Instant Gratification is the Root of Child’s Tantrums

  • Dr. Sapna Sharma
  • 25 September 2018

Nowadays, parenting deals with a lot of pressure from even their very young children. Even toddlers cause anxiety to parents- an anxiety, which is born out of trying to fulfill their toddler’s demands. Very young children are now seen to command their parents into wish fulfillment.
 
Parents succumb quickly to tantrums just in order to stop the howling, wailing and thrashing around of arms and feet. Or just to stop the stress of dealing with an unwelcome situation. They quickly give in to the child’s demand, unreasonable or not! In doing so, they forget that the world will not provide instant gratification for every demand. Parents are unable to teach their children how to cope with denial and /or disappointment when wishes are not instantly fulfilled while focusing only on quelling a tantrum. They fulfill the demand.

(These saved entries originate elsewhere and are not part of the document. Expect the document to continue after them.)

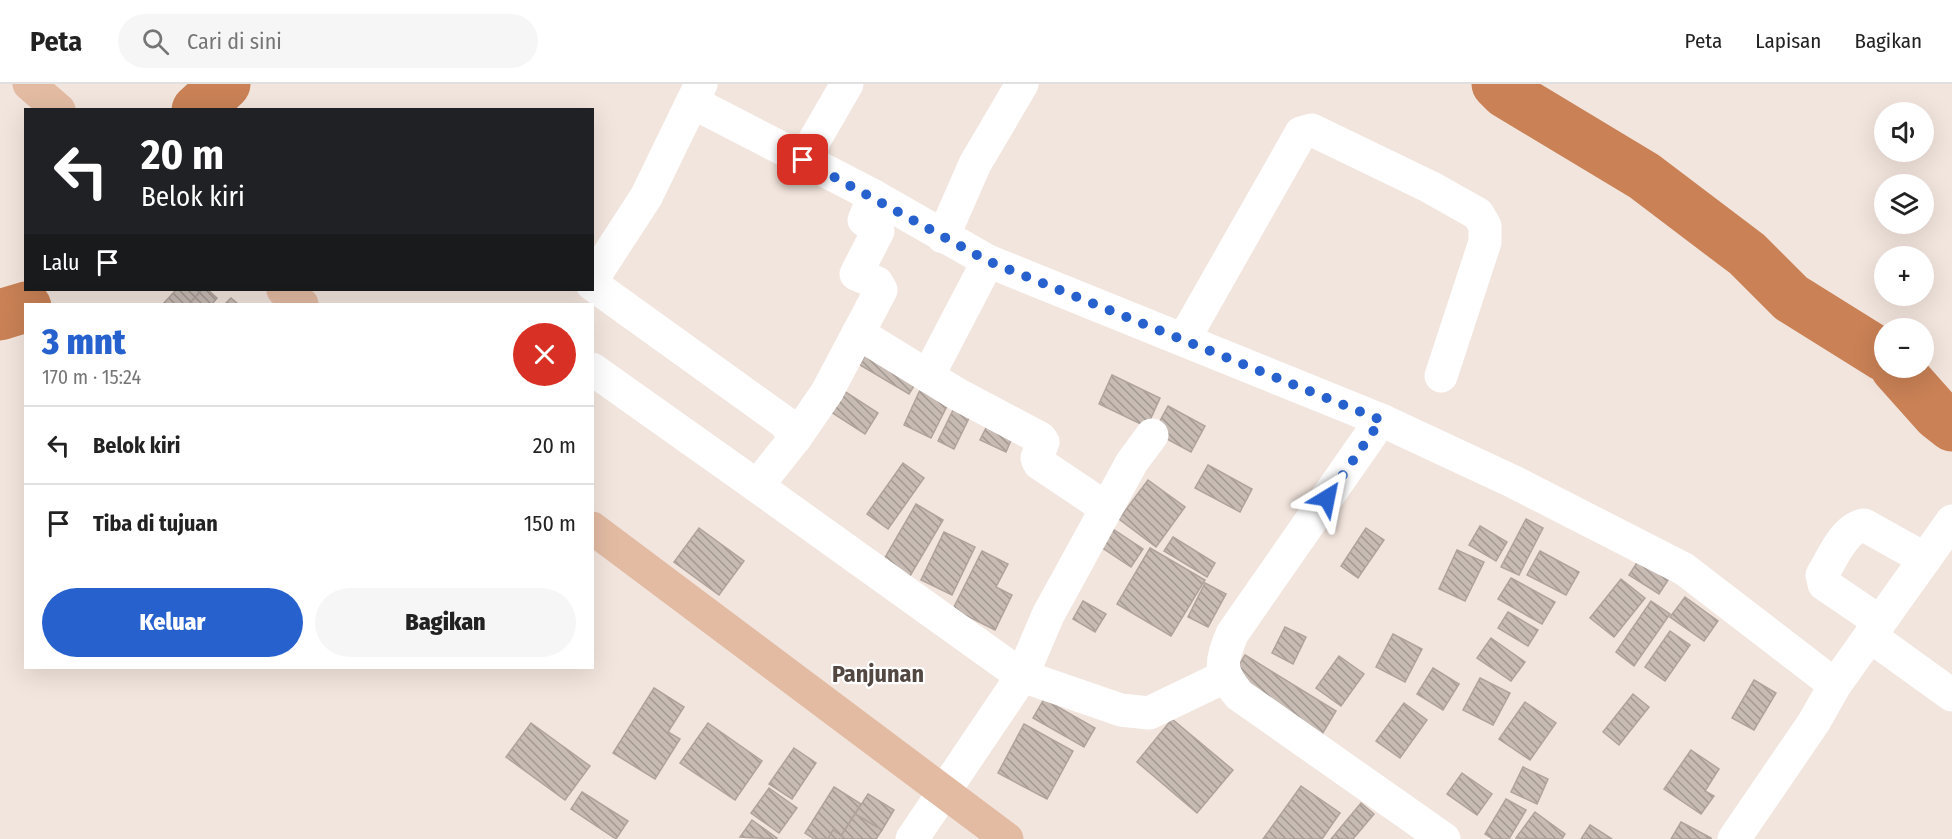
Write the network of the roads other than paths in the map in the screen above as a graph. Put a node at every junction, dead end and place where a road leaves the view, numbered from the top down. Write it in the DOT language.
graph roads {
  1 [pos="29,84"];
  2 [pos="847,84"];
  3 [pos="1022,84"];
  4 [pos="697,93"];
  5 [pos="57,108"];
  6 [pos="803,160"];
  7 [pos="874,196"];
  8 [pos="943,237"];
  9 [pos="988,261"];
  10 [pos="594,279"];
  11 [pos="594,283"];
  12 [pos="284,291"];
  13 [pos="584,291"];
  14 [pos="301,303"];
  15 [pos="574,303"];
  16 [pos="858,333"];
  17 [pos="1184,339"];
  18 [pos="594,370"];
  19 [pos="928,376"];
  20 [pos="1441,376"];
  21 [pos="1381,420"];
  22 [pos="1152,435"];
  23 [pos="796,437"];
  24 [pos="757,486"];
  25 [pos="1106,508"];
  26 [pos="1952,521"];
  27 [pos="594,529"];
  28 [pos="1925,559"];
  29 [pos="1875,629"];
  30 [pos="1022,676"];
  31 [pos="1224,677"];
  32 [pos="1835,685"];
  33 [pos="1952,694"];
  34 [pos="943,791"];
  35 [pos="912,839"];
  36 [pos="1007,839"];
  37 [pos="1444,839"];
  38 [pos="1734,839"];
  1 -- 5 [label="main road"];
  2 -- 6 [label="street"];
  3 -- 8 [label="street"];
  4 -- 6 [label="street"];
  4 -- 10 [label="street"];
  6 -- 7 [label="street"];
  7 -- 8 [label="street"];
  7 -- 16 [label="street"];
  8 -- 9 [label="street"];
  9 -- 17 [label="street"];
  9 -- 19 [label="street"];
  11 -- 23 [label="street"];
  12 -- 14 [label="main road"];
  13 -- 15 [label="street"];
  16 -- 19 [label="street"];
  16 -- 23 [label="street"];
  17 -- 20 [label="street"];
  17 -- 21 [label="street"];
  18 -- 24 [label="street"];
  19 -- 25 [label="street"];
  21 -- 31 [label="street"];
  21 -- 32 [label="street"];
  22 -- 25 [label="street"];
  23 -- 24 [label="street"];
  24 -- 30 [label="street"];
  25 -- 30 [label="street"];
  26 -- 28 [label="street"];
  27 -- 34 [label="main road"];
  28 -- 29 [label="street"];
  28 -- 29 [label="street"];
  29 -- 32 [label="street"];
  29 -- 33 [label="street"];
  30 -- 31 [label="street"];
  30 -- 34 [label="street"];
  31 -- 37 [label="street"];
  32 -- 38 [label="street"];
  34 -- 35 [label="street"];
  34 -- 36 [label="main road"];
}
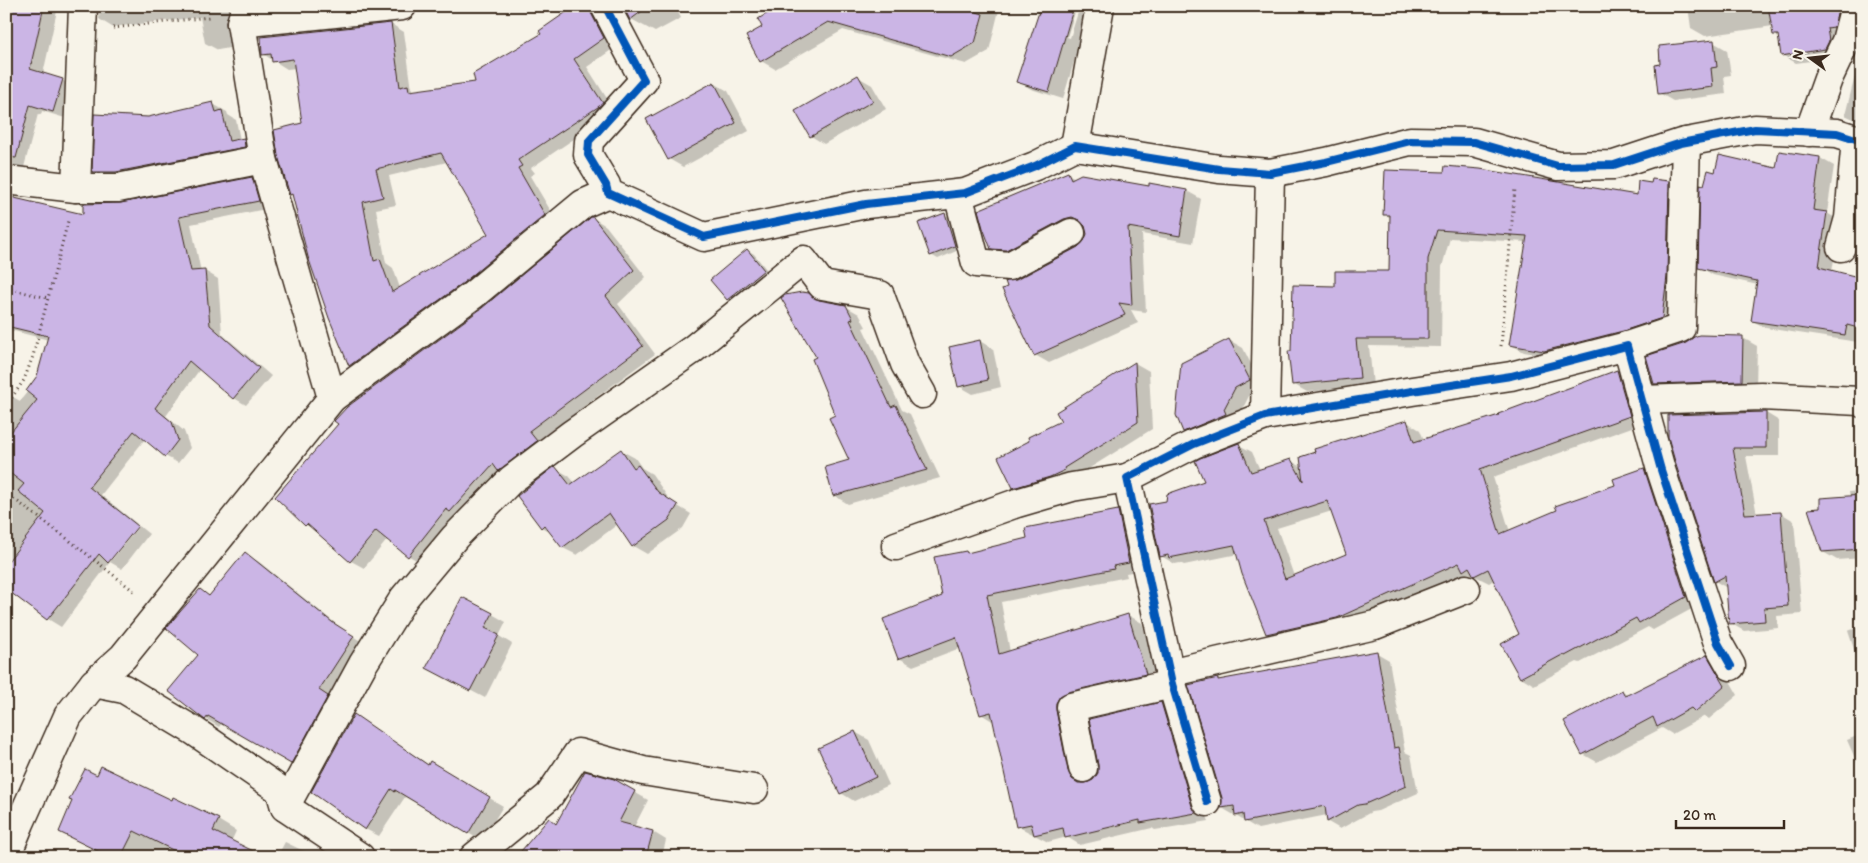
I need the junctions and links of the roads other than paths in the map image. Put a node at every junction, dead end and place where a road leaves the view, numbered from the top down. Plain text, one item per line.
1 (402, 6) edge
2 (606, 6) edge
3 (1100, 6) edge
4 (1855, 6) edge
5 (243, 15) edge
6 (83, 19) edge
7 (1809, 132) junction
8 (1859, 140) edge
9 (1686, 142) junction
10 (1076, 146) junction
11 (263, 160) junction
12 (1270, 173) junction
13 (6, 180) edge
14 (76, 188) junction
15 (608, 193) junction
16 (958, 194) junction
17 (1071, 233) dead end
18 (1841, 247) dead end
19 (1627, 346) junction
20 (922, 394) dead end
21 (332, 398) junction
22 (1641, 400) junction
23 (1862, 403) edge
24 (1265, 416) junction
25 (1127, 478) junction
26 (896, 546) dead end
27 (1466, 589) dead end
28 (1731, 666) dead end
29 (1171, 678) junction
30 (94, 684) junction
31 (1083, 768) dead end
32 (754, 790) dead end
33 (1207, 802) dead end
34 (285, 807) junction
35 (6, 857) edge
36 (360, 857) edge
37 (474, 857) edge

1 - 5 street
2 - 15 street
3 - 10 street
4 - 7 street
5 - 11 street
6 - 14 street
7 - 8 street
7 - 9 street
8 - 18 street
9 - 12 street
9 - 19 street
10 - 12 street
10 - 16 street
11 - 14 street
11 - 21 street
12 - 24 street
13 - 14 street
15 - 16 street
15 - 21 street
16 - 17 street
19 - 22 street
19 - 24 street
20 - 34 street
21 - 30 street
22 - 23 street
22 - 28 street
24 - 25 street
25 - 26 street
25 - 29 street
27 - 29 street
29 - 31 street
29 - 33 street
30 - 34 street
30 - 35 street
32 - 37 street
34 - 36 street

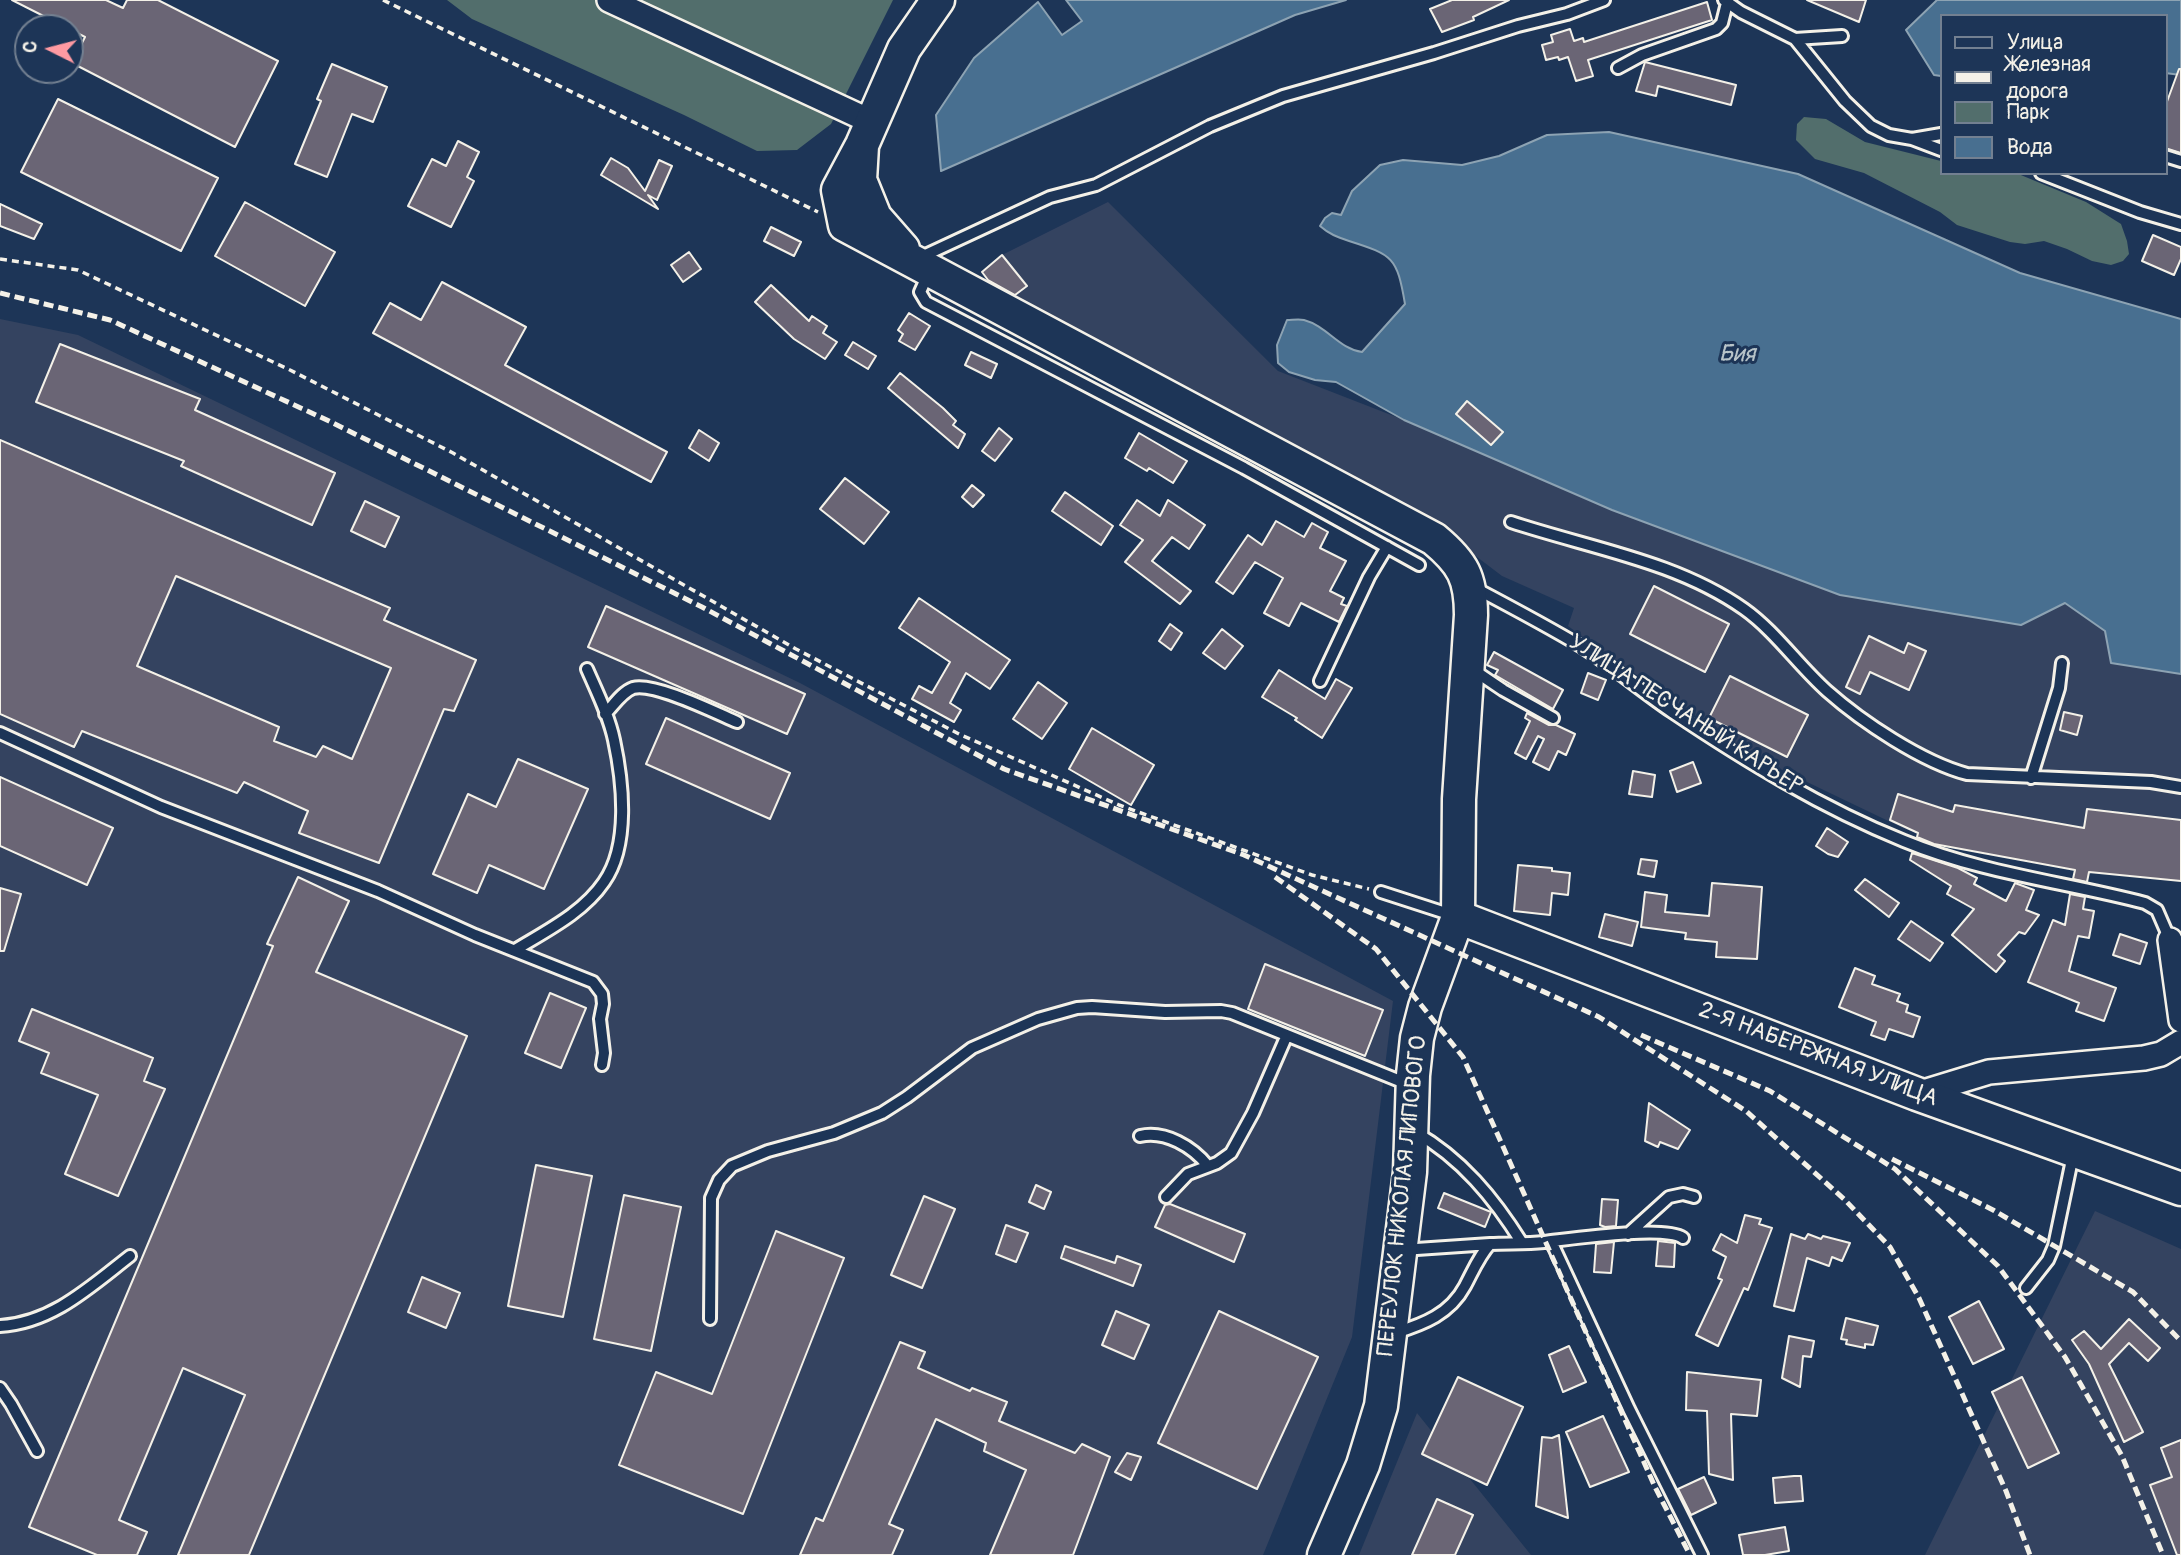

They do not or rather, can not, at that minute, think of the long term effects of the wish fulfillment they have just agreed to.
 
Later, the same children demand bigger, expensive things. They hold their parents to ransom, if their parents refuse to oblige. These same children, who are now used to having their demands instantly met, are completely ill-equipped to deal with real life situations like rejection from a girlfriend or boyfriend.  Some troubled teens even slit their wrists. Some score inadequate marks in qualifying exams. These are the indicators when we need to evaluate our parenting pattern and even consult a Parenting Counselor. However most of us prefer to just complain and continue.
 
These children veer towards extremes of behavior because they have not been brought up with the knowledge of delayed or postponed gratification. Most of these children do not resolve to better their grades in another exam; because their parents are quick to seek admission by paying high capitation fees.
 
“Instant gratification means having a wish fulfilled as soon as it comes to mind.”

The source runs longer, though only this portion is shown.